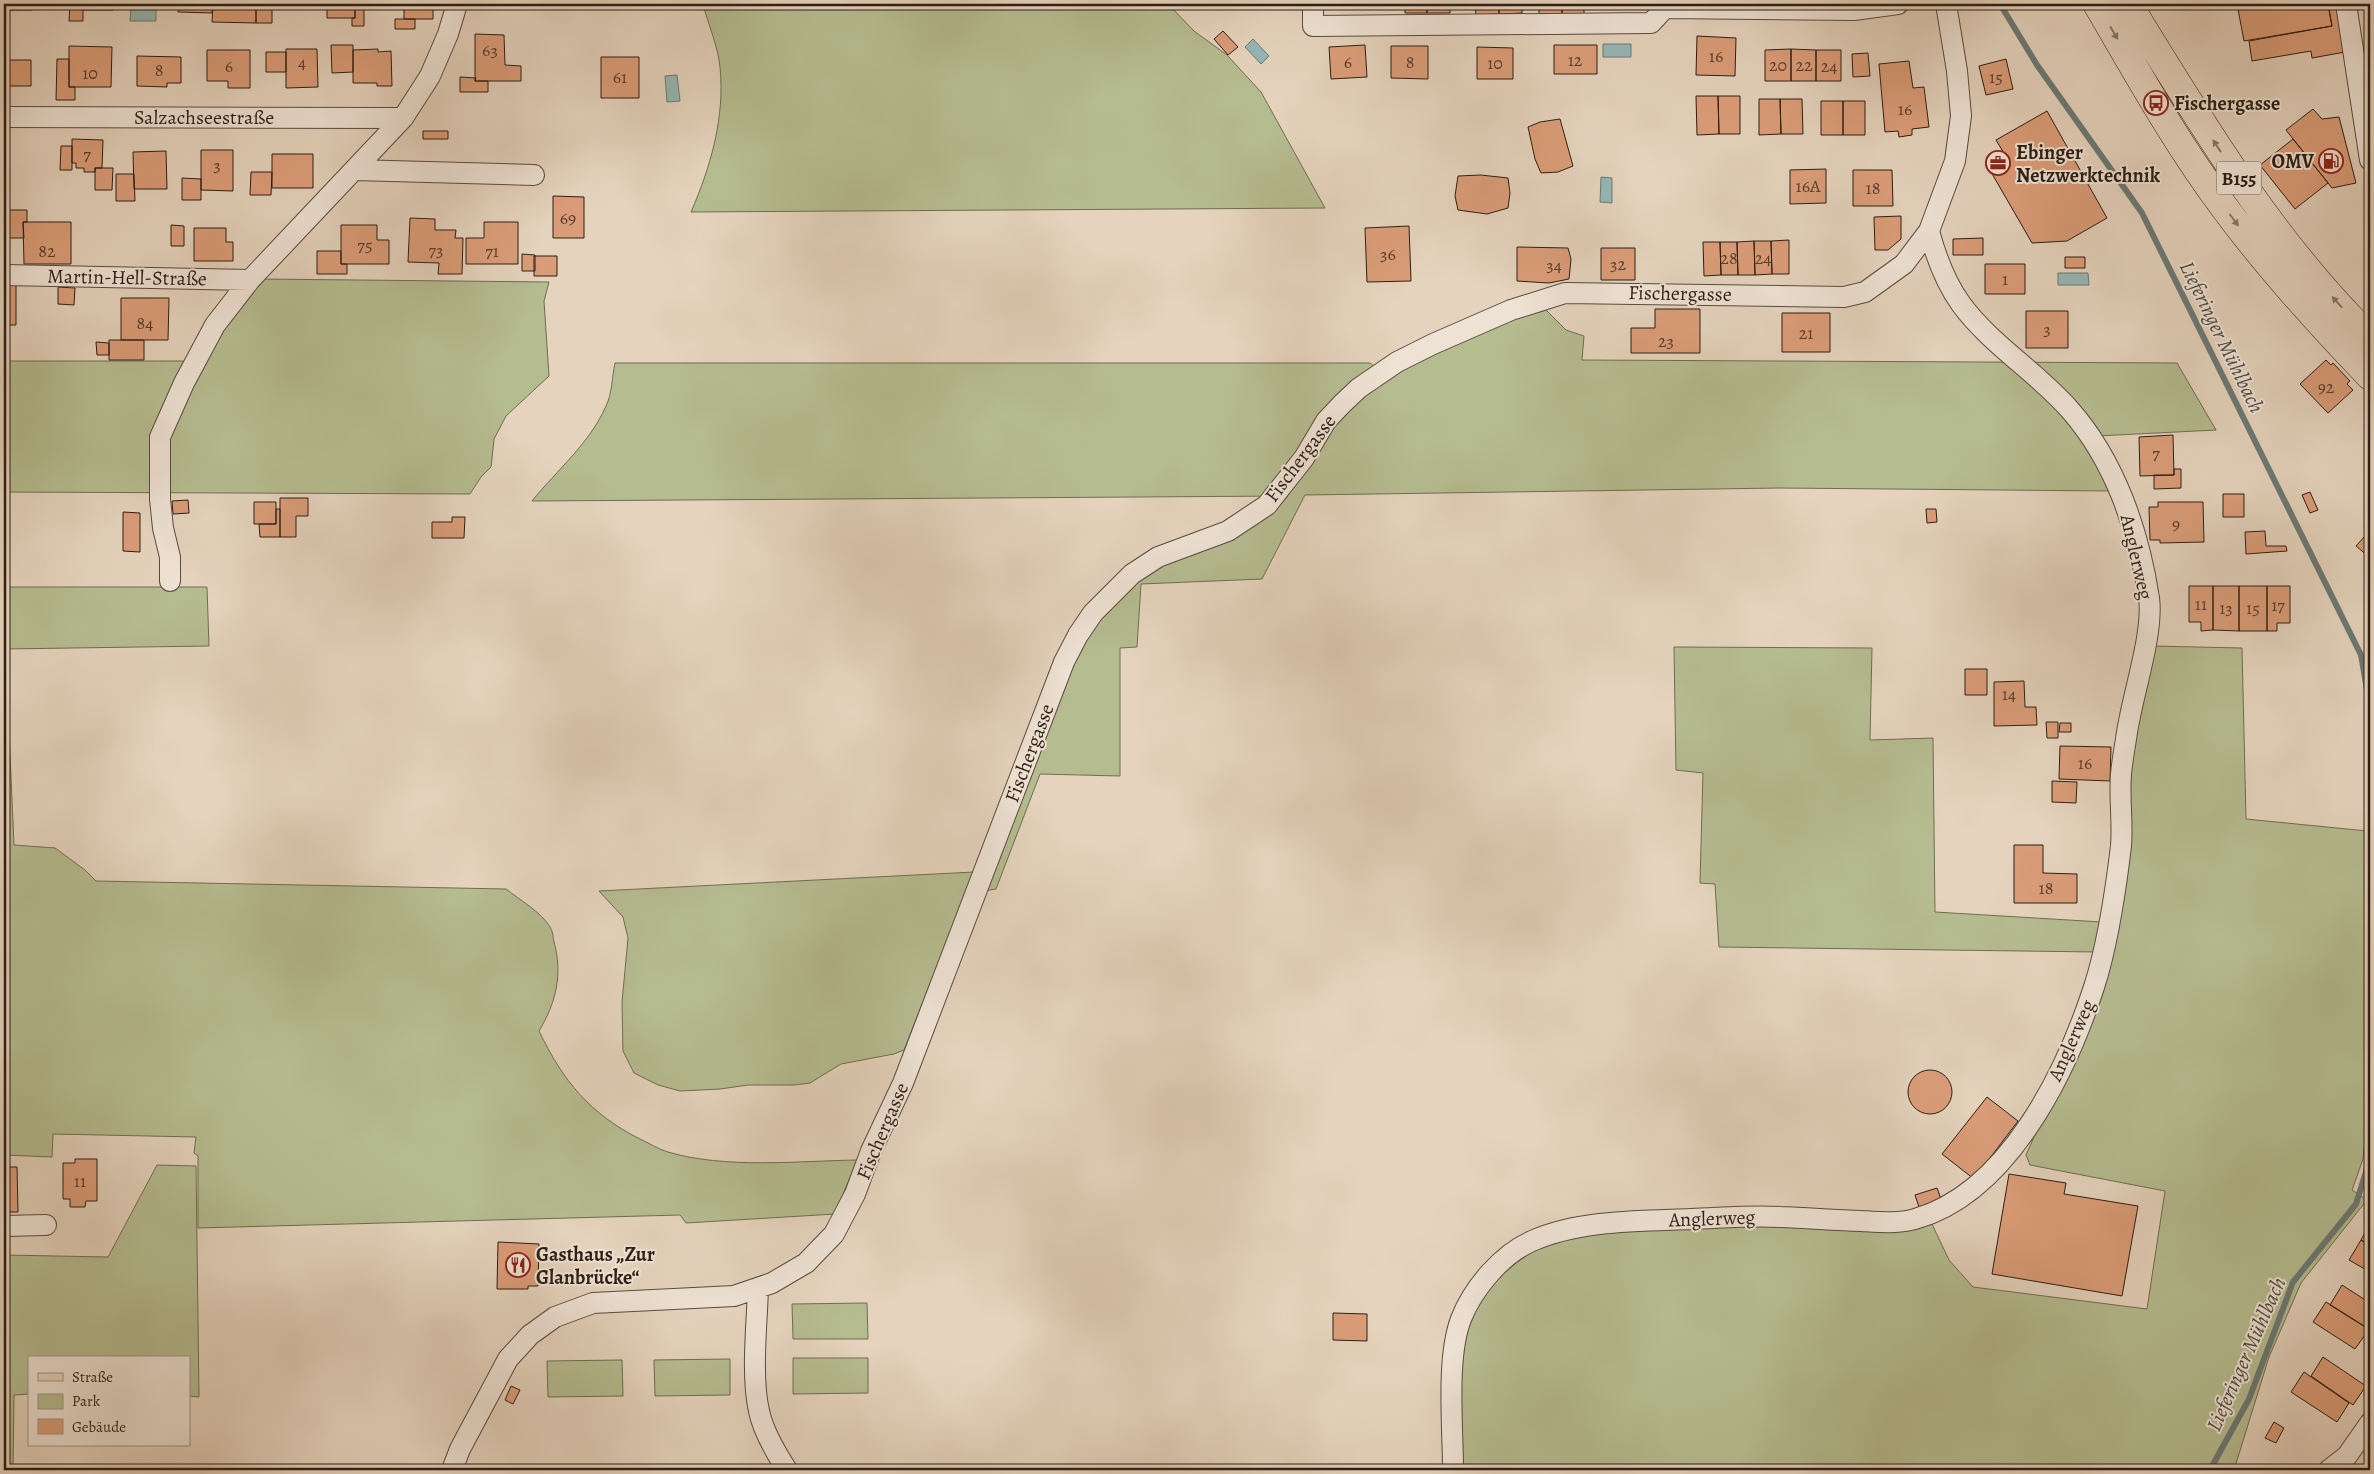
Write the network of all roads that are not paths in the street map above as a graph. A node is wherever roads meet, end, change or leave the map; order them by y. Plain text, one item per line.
1 (457, 4) edge
2 (1313, 4) edge
3 (1898, 4) edge
4 (1946, 4) edge
5 (2096, 4) edge
6 (2128, 4) edge
7 (2346, 4) edge
8 (4, 117) edge
9 (404, 118) junction
10 (2370, 160) edge
11 (354, 170) junction
12 (534, 176) dead end
13 (1929, 231) junction
14 (4, 275) edge
15 (250, 280) junction
16 (2370, 338) edge
17 (2370, 376) edge
18 (170, 581) dead end
19 (46, 1225) dead end
20 (4, 1226) edge
21 (758, 1288) junction
22 (2370, 1423) edge
23 (452, 1470) edge
24 (787, 1470) edge
25 (1452, 1470) edge
26 (2330, 1470) edge

1 - 9 street, Martin-Hell-Straße
2 - 3 street
4 - 13 street, Fischergasse
5 -> 17 main road, B155
16 -> 6 main road, B155
7 - 10 street
8 - 9 street, Salzachseestraße
9 - 11 street, Martin-Hell-Straße
11 - 12 street
11 - 15 street, Martin-Hell-Straße
13 - 21 street, Fischergasse
13 - 25 street, Anglerweg
14 - 15 street, Martin-Hell-Straße
15 - 18 street, Martin-Hell-Straße
19 - 20 street
21 - 23 street, Fischergasse
21 - 24 street
22 - 26 street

**Work to be completed**
If a line in the records above contains "Fischergasse", copy that line.

**Output for this exercise**
4 - 13 street, Fischergasse
13 - 21 street, Fischergasse
21 - 23 street, Fischergasse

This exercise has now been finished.